§ ABOUT THIS TASK: In the listing that follows, locate the line containing "index tip: (501, 317)" and the line containing "middle dip: (566, 351)". Retype exactly those two lines and every line between them, and nothing more.
*** Block opens ***
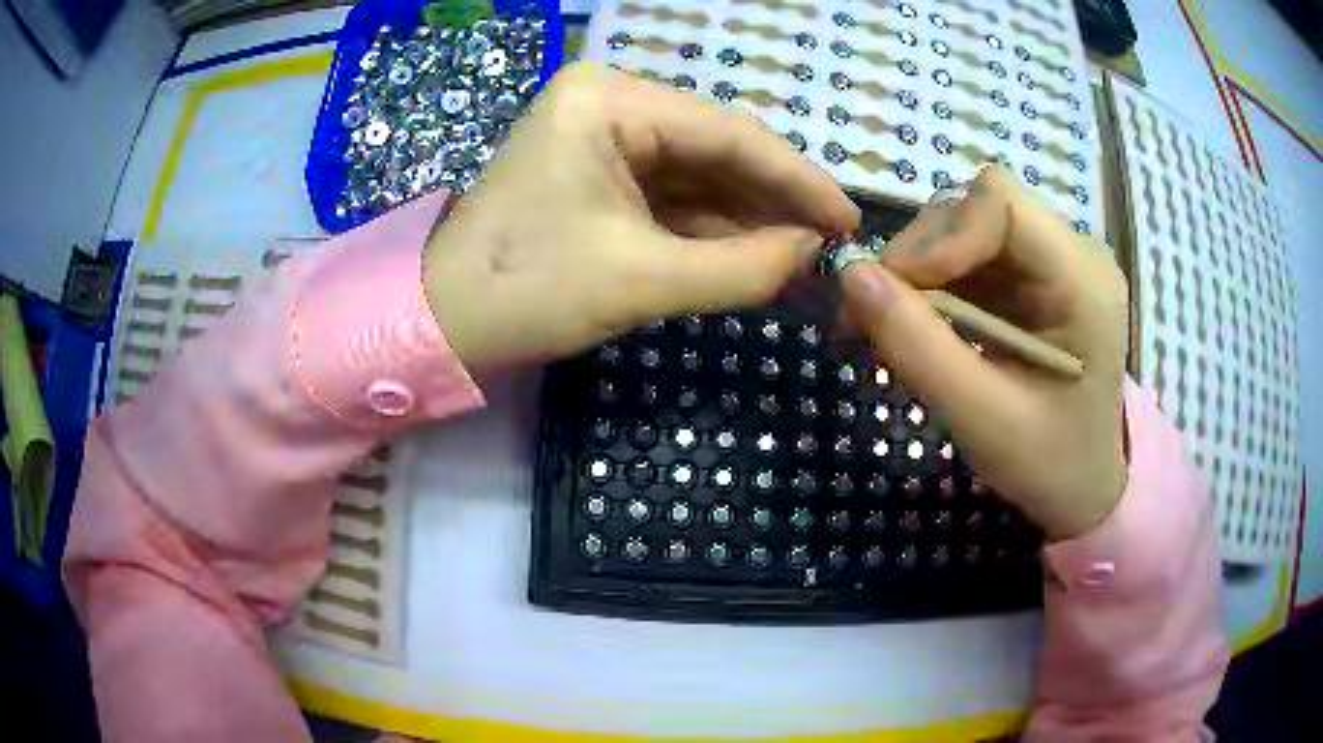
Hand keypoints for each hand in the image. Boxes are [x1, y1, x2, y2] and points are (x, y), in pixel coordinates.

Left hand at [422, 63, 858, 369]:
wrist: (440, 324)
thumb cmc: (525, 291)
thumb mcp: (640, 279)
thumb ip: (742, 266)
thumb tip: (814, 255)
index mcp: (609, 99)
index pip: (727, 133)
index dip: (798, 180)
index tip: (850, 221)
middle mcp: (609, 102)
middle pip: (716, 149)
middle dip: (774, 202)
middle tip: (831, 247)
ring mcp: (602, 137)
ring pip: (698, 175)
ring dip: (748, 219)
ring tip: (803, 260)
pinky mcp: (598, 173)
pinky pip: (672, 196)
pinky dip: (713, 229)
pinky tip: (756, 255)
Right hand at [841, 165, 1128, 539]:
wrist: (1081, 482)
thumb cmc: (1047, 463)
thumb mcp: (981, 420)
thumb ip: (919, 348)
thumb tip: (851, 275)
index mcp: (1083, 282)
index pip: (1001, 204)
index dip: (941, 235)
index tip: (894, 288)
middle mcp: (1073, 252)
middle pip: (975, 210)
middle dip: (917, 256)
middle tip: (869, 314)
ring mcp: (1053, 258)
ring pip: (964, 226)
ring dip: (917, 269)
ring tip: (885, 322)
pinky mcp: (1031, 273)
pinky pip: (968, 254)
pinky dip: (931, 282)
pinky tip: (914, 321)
*** Block closes ***
*** Block opens ***
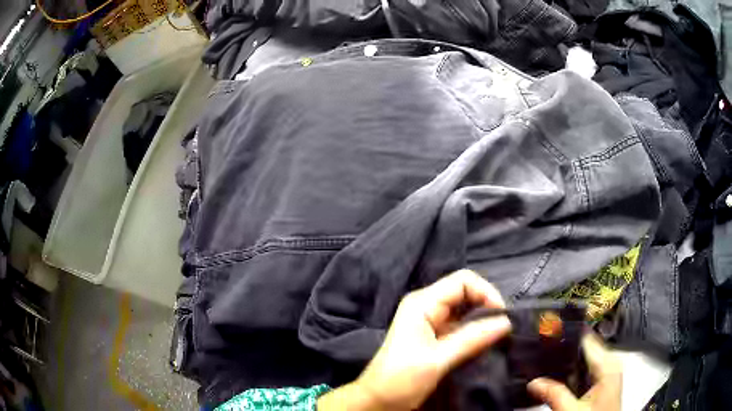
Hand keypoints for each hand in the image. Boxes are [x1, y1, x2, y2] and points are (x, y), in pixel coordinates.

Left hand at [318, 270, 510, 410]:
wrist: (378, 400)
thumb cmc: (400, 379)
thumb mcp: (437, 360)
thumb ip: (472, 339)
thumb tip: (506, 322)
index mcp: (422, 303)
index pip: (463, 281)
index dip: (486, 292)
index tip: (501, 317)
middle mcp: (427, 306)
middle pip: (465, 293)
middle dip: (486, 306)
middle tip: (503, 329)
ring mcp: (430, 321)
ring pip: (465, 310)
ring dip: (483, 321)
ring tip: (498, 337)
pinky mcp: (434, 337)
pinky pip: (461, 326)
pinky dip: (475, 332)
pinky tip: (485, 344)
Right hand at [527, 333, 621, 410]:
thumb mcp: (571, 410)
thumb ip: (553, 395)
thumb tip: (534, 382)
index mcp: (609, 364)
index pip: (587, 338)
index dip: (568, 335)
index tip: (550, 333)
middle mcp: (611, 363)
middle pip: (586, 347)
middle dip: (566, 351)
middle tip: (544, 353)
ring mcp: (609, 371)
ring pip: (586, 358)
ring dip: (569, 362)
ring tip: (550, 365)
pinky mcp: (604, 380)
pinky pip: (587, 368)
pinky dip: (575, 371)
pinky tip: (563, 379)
*** Block closes ***
§ TASK OUTPUT:
index tip: (501, 317)
middle mcp: (427, 306)
middle pip: (465, 293)
middle dip: (486, 306)
middle tip: (503, 329)
ring mcp: (430, 321)
ring pip: (465, 310)
ring dip: (483, 321)
ring tip: (498, 337)
pinky mcp: (434, 337)
pinky pip: (461, 326)
pinky dip: (475, 332)
pinky tip: (485, 344)
Right hand at [527, 333, 621, 410]:
thumb mcp: (571, 410)
thumb ip: (553, 395)
thumb tip: (534, 382)
index mcp: (609, 364)
index pip: (587, 338)
index dip: (568, 335)
index tip: (550, 333)
middle mcp: (611, 363)
middle pip: (586, 347)
middle dip: (566, 351)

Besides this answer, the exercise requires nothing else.